(Supplied entries begins)

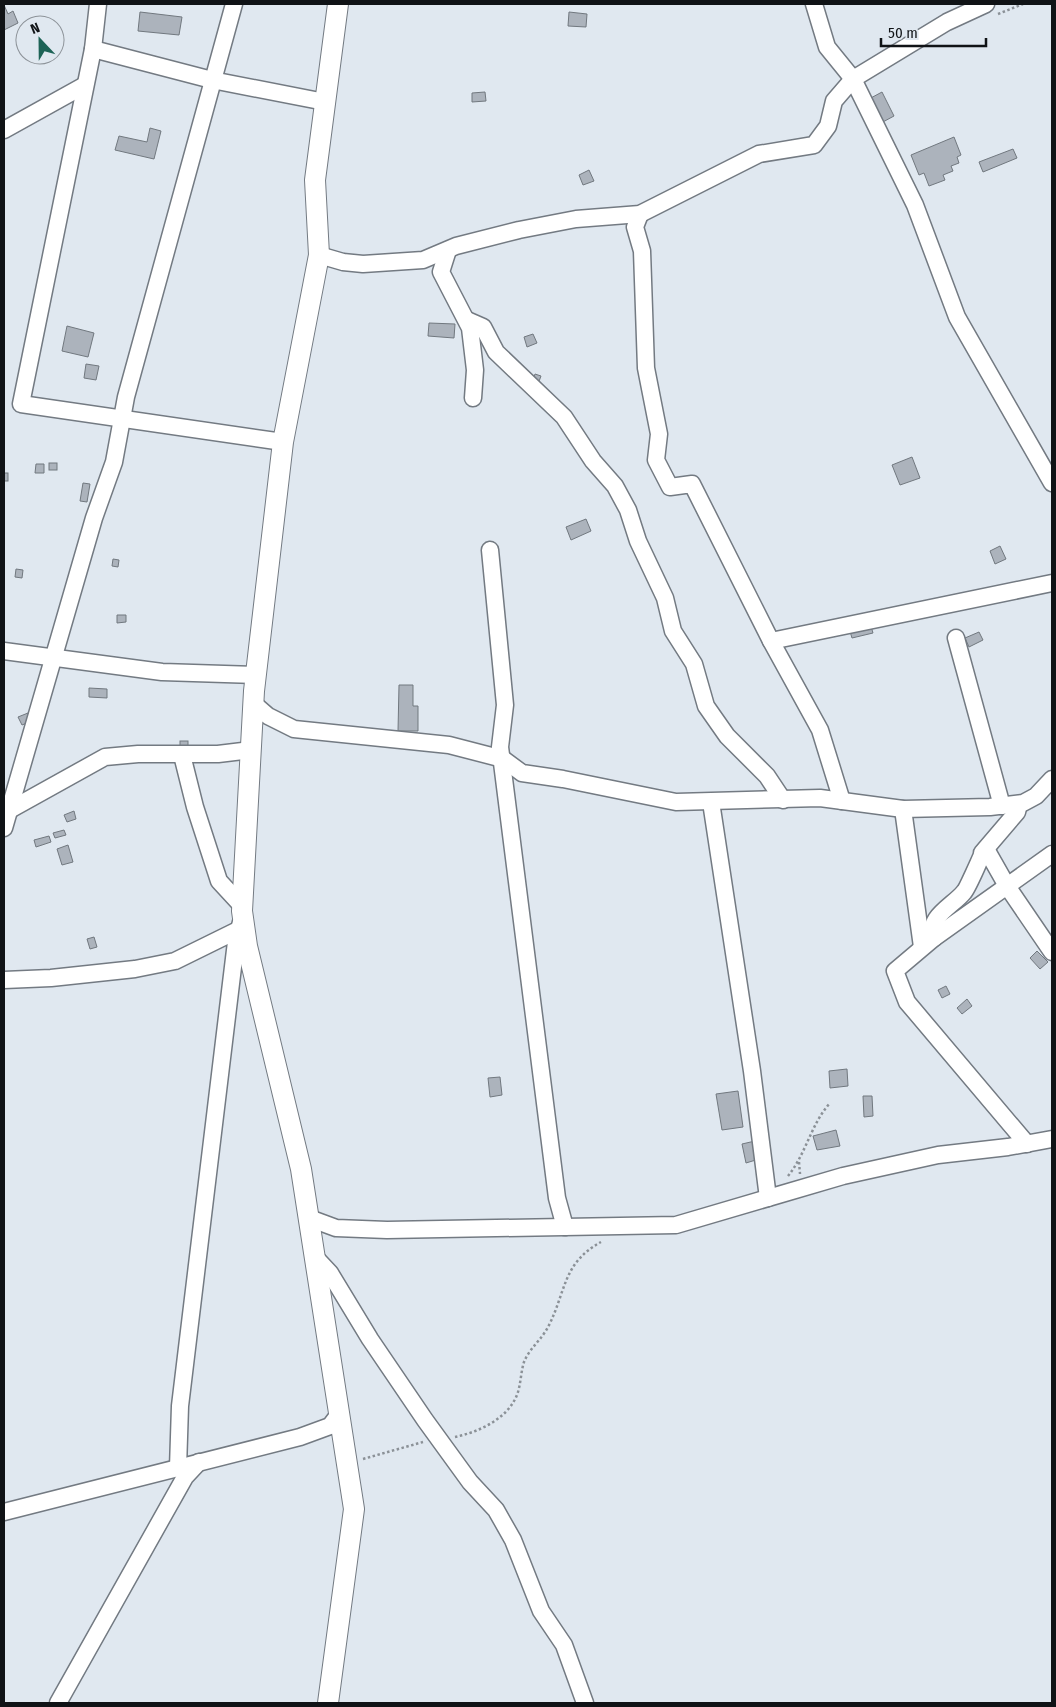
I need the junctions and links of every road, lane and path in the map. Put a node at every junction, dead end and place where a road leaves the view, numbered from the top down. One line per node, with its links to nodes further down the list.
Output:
1 (98, 4): 6 (street)
2 (234, 4): 8 (street)
3 (338, 4): 10 (street)
4 (814, 4): 7 (street)
5 (986, 4): 7 (street)
6 (93, 49): 8 (street); 9 (street)
7 (853, 79): 12 (street); 19 (street)
8 (212, 80): 10 (street); 17 (street)
9 (85, 85): 11 (street); 17 (street)
10 (325, 102): 14 (street)
11 (4, 130)
12 (640, 214): 13 (street); 23 (street)
13 (448, 250): 14 (street); 15 (street)
14 (319, 255): 18 (street)
15 (467, 320): 16 (street); 32 (street)
16 (473, 398)
17 (122, 418): 18 (street); 25 (street)
18 (284, 442): 26 (street)
19 (1052, 482)
20 (490, 550): 30 (street)
21 (1052, 583): 23 (street)
22 (956, 638): 36 (street)
23 (771, 641): 34 (street)
24 (4, 651): 25 (street)
25 (53, 657): 26 (street); 38 (street)
26 (256, 675): 27 (street)
27 (253, 703): 28 (street); 30 (street)
28 (251, 750): 29 (street); 43 (street)
29 (182, 755): 38 (street); 43 (street)
30 (503, 759): 33 (street); 52 (street)
31 (1052, 779): 35 (street)
32 (783, 800): 33 (street); 34 (street)
33 (711, 802): 50 (street)
34 (842, 802): 37 (street)
35 (1019, 804): 36 (street); 40 (street)
36 (1002, 806): 37 (street)
37 (903, 809): 44 (street)
38 (7, 812): 39 (street)
39 (4, 828)
40 (986, 849): 42 (street); 44 (street)
41 (1052, 854): 42 (street)
42 (1007, 886): 44 (street); 45 (street)
43 (241, 919): 46 (street); 51 (street); 59 (street)
44 (928, 943): 49 (street)
45 (1052, 952)
46 (4, 980)
47 (830, 1103): 50 (path)
48 (1052, 1139): 49 (street)
49 (1026, 1144): 50 (street)
50 (768, 1195): 52 (street)
51 (308, 1218): 52 (street); 54 (street)
52 (565, 1227)
53 (605, 1240): 56 (path)
54 (315, 1257): 55 (street); 56 (street)
55 (339, 1414): 57 (street); 58 (street)
56 (439, 1440): 58 (path); 63 (street)
57 (204, 1460): 59 (street); 61 (street)
58 (347, 1463): 62 (street)
59 (178, 1468): 60 (street)
60 (4, 1512)
61 (58, 1703)
62 (328, 1703)
63 (585, 1703)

(Supplied entries ends)

Take every line from the records above that has the word "path" and copy it.

I need the junctions and links of every road, lane and path in the map. Put a node at every junction, dead end and place where a road leaves the view, numbered from the top down. One line per node, with its links to nodes further down the list.
47 (830, 1103): 50 (path)
53 (605, 1240): 56 (path)
56 (439, 1440): 58 (path); 63 (street)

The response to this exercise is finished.